**Data provided**
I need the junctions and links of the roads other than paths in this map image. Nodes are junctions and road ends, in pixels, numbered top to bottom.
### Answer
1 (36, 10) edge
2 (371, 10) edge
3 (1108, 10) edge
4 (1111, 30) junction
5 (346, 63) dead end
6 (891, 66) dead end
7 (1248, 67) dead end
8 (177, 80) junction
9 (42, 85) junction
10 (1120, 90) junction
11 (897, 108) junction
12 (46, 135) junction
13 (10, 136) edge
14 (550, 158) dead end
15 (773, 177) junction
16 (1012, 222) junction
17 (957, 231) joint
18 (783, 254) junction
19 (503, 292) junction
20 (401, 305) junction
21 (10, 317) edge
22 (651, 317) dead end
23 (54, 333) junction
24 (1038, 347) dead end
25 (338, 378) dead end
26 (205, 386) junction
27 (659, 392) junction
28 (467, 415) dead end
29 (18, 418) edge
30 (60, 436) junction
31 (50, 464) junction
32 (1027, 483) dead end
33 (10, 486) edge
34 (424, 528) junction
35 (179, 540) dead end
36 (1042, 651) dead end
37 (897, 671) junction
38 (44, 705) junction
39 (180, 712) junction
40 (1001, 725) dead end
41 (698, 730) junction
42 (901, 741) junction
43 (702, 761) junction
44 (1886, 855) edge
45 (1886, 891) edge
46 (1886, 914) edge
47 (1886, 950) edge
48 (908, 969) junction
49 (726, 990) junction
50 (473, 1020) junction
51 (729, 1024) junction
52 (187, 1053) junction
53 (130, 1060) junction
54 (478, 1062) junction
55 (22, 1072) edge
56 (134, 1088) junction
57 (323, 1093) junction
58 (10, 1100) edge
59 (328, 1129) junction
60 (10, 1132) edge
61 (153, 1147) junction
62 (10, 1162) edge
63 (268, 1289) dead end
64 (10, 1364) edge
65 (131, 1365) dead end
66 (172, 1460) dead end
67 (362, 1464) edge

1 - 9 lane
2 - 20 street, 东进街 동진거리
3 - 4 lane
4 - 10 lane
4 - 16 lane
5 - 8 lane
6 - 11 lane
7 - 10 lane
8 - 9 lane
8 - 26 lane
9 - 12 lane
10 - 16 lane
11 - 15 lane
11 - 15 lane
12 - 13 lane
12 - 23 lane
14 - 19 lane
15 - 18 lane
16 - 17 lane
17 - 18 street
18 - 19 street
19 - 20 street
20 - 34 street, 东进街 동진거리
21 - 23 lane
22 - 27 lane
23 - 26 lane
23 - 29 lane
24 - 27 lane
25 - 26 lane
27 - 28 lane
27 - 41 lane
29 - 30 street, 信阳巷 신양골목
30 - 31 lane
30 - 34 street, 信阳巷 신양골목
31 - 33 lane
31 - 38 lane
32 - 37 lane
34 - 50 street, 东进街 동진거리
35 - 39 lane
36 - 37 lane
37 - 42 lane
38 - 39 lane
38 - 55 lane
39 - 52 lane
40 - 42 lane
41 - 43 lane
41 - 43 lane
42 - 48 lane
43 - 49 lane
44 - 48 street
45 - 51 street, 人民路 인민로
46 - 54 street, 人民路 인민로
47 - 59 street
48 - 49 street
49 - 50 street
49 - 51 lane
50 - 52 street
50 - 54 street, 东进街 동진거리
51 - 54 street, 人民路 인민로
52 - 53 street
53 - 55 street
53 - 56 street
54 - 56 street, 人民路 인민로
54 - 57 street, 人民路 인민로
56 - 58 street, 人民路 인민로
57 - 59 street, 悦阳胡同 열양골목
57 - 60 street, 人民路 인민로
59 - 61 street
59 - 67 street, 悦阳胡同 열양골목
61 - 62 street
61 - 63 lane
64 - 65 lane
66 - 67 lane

**Work task**
In the listing above, count every line that contains "悦阳胡同". Respond with the number alone.

**Task result**
2